O debate sobre o Estado da Nação, que decorreu esta sexta-feira, ficou marcado pelo uso de figuras de estilo, na troca de elogios e acusações entre o Governo e as bancadas da Assembleia da República. 

António Costa abriu as hostilidades e começou por usar a repetição. O tema era a emigração jovem e o primeiro-ministro disse que "para evitarmos que os jovens emigrem, temos que acabar com a precariedade", sob aplausos das bancadas à esquerda voltou a repetir: "estão a gostar? Então vou repetir: para evitarmos que os jovens emigrem, temos que acabar com a precariedade". 

O Velho, o rapaz e o burro

Quem parece não ter gostado desta história foi o CDS. Telmo Correia começou a intervenção a realçar que o primeiro-ministro apareceu num espírito de fábula por trazer "António Costa no país das maravilhas". O deputado centrista voltou a socorrer-se das fábulas para atacar o governo PS de Sócrates: "diz que o PS não é a carochinha à procura do João Ratão, o mesmo não podemos dizer do governo anterior do Partido Socialista, a ter que escolher uma fábula seria mais a raposa e o galinheiro". 

Vossa excelência veio aqui hoje num espírito de fábula. Vossa excelência trouxe-nos aqui, mais uma vez, António Costa no país das maravilhas", disse Telmo Correia.

Para terminar a intervenção, o deputado do CDS contou mais uma fábula a António Costa. Telmo Correia não acredita que a metáfora para este Governo seja a história da Carochinha, mas sim a fábula do velho, do rapaz e do burro. O centrista escusou-se a assumir o papel de encenador e não distribuiu os papéis pela geringonça, justificando-se pelo facto de não "querer ser desagradável". 

A história do seu Governo, a ter que escolher uma fábula, eu digo-lhe qual é: é o velho, o rapaz e o burro", afirmou de forma irónica o deputado do CDS.

A explicação para a opção por esta metáfora é justificada por uma anáfora: "ora cavalga um, ora cavalga o outro, ora é um que está a montar e ora que é o outro que está a montar. Vão montando à sua vez e no fim acaba tudo igual ou pior do que o que estava", concluiu Telmo Correia. 

Antes de terminar, e já com um aviso de tempo excedido por parte da mesa da Assembleia, o centrista quis deixar a moral da história porque "sem moral não há história que termine". A ilação que Temo Correia queria que os deputados não era uma fábula, mas sim um provérbio: "cada cabeça, sua sentença". 
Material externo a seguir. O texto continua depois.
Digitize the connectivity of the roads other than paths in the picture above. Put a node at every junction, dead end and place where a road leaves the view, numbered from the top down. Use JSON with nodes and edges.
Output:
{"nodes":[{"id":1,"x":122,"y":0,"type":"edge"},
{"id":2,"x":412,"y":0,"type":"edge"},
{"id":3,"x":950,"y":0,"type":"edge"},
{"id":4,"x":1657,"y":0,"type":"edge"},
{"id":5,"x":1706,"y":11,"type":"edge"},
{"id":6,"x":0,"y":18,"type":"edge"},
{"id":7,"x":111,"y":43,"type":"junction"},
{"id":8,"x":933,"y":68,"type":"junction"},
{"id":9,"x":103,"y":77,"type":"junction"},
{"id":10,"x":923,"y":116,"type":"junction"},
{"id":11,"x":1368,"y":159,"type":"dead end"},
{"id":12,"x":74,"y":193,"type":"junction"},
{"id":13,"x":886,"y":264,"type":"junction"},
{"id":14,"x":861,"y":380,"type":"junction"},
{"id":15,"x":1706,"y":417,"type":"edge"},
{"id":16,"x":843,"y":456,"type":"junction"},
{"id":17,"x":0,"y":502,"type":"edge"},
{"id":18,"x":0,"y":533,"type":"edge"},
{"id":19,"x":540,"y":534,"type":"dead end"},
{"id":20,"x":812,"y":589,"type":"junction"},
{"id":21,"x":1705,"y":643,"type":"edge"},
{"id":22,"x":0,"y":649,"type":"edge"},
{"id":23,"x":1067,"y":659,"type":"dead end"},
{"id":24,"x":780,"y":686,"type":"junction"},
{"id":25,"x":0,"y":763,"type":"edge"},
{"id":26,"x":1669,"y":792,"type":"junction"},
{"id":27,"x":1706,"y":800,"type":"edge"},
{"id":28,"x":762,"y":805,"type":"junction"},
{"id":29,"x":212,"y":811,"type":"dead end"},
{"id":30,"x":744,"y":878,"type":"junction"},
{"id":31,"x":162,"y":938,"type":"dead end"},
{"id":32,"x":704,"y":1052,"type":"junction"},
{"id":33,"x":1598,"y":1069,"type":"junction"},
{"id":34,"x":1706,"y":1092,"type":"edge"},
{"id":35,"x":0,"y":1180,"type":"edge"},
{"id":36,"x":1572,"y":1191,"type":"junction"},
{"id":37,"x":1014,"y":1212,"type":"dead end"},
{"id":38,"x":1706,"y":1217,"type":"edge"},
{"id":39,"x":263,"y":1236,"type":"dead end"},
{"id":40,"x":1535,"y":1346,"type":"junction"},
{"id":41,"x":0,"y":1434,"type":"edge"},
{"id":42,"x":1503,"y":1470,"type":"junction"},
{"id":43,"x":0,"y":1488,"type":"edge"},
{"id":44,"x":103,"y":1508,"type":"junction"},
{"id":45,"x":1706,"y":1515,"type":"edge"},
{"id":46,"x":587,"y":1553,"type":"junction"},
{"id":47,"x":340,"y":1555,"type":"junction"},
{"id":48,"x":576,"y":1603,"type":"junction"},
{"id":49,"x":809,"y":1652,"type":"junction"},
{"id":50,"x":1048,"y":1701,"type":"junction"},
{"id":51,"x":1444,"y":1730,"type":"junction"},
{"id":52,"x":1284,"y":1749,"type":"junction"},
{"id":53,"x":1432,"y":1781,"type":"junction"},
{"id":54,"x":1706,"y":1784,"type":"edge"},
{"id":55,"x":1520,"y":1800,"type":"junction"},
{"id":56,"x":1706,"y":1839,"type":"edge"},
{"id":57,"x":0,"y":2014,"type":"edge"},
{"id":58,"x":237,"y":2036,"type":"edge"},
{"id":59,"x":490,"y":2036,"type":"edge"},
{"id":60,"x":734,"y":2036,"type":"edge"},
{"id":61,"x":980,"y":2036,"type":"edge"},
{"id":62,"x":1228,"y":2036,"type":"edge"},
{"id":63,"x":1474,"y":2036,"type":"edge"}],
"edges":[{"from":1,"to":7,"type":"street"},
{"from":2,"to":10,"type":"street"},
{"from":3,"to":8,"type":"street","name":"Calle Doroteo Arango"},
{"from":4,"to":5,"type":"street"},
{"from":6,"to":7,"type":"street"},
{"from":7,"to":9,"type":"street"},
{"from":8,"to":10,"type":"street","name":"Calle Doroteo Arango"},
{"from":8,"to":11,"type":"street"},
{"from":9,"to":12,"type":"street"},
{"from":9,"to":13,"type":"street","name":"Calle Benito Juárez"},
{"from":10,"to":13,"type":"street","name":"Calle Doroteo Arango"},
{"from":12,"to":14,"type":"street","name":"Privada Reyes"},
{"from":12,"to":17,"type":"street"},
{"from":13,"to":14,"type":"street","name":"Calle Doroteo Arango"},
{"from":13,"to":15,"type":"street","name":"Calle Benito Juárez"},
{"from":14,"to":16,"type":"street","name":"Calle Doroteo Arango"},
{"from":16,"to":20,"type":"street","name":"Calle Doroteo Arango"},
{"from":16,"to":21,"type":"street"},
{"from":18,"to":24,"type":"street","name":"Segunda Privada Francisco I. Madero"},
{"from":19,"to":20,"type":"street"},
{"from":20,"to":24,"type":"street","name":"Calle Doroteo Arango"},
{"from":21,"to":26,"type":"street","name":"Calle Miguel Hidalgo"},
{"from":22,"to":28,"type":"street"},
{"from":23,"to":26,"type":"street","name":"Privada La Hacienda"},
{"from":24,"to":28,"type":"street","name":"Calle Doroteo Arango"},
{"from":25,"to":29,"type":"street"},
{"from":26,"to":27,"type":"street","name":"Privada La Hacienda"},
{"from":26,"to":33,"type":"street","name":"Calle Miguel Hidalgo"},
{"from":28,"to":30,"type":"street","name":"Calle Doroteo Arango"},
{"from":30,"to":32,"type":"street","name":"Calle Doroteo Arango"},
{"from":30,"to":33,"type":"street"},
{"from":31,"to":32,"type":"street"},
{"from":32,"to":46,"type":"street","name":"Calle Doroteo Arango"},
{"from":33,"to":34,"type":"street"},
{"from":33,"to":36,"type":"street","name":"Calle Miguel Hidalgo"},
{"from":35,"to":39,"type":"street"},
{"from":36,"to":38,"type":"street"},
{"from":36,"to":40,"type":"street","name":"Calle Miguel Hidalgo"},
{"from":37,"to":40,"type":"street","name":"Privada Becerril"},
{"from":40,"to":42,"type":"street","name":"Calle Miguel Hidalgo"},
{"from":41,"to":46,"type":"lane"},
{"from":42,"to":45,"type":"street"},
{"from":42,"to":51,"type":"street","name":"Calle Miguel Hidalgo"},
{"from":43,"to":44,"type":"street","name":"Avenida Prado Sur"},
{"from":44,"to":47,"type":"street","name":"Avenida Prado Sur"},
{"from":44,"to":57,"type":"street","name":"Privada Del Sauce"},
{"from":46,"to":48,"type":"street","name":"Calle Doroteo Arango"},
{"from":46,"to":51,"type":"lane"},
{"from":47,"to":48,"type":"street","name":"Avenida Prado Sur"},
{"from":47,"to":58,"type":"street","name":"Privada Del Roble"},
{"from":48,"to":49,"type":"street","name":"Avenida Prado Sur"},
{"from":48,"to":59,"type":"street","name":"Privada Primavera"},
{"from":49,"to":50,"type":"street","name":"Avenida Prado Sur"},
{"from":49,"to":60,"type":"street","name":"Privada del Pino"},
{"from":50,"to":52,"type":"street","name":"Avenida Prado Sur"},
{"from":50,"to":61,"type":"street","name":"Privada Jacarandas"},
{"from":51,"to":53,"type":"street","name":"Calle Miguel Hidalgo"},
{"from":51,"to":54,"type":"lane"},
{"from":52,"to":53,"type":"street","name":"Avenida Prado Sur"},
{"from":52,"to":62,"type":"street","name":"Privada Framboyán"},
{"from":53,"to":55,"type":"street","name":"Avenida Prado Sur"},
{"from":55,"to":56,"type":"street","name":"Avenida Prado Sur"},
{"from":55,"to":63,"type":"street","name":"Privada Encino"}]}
É verdade que não há história sem moral, mas pôr a moral dentro do tempo da história ajudava um bocadinho", ironizou o vice-presidente da Assembleia da República, José Carlos Monteiro.

Geringonça: uma história de amor

António Costa deu início à troca de "recados amorosos" entre o Governo e os partidos que o suportam. O primeiro-ministro elogiou o papel que os partidos, em conjunto, desempenharam para a recuperação económica e faz "juras de amor" à geringonça. Questionado por Jerónimo de Sousa sobre se queria continuar no "caminho da esquerda", Costa citou o líder comunista: "queremos continuar com a companhia de quem esteve connosco nos dois últimos anos e meio."

Da bancada mais à esquerda, Pedro Filipe Soares tocou no coração da geringonça. O deputado comunista perguntou a Costa se a geringonça está no coração do Partido Socialista. O primeiro-ministro não fez tardar a resposta e confirmou que a geringonça está, não só na coração, mas também na cabeça do governo.

Quem não acredita neste amor é o PSD. Adão Silva tomou a palavra e disse que a geringonça e o governo iam "andar aos encontrões” durante o debate. A verdade é que, apesar de pequenos desencontros ao longo do debate, os partidos à esquerda pareceram limar arestas para garantir a saúde da solução governativa.

O debate terminou com uma referência a Luís Vaz de Camões. Gabriela Canavilhas abordou "a nostalgia de 2011 que persegue que Fernando Negrão" e por isso lembrou Camões:"a cativa que o tem cativo porque nela vive, já não quer que viva". A deputada socialista terminou com uma mensagem destinada ao líder da bancada social-democrata: "abrace o futuro, liberte-se senhor deputado".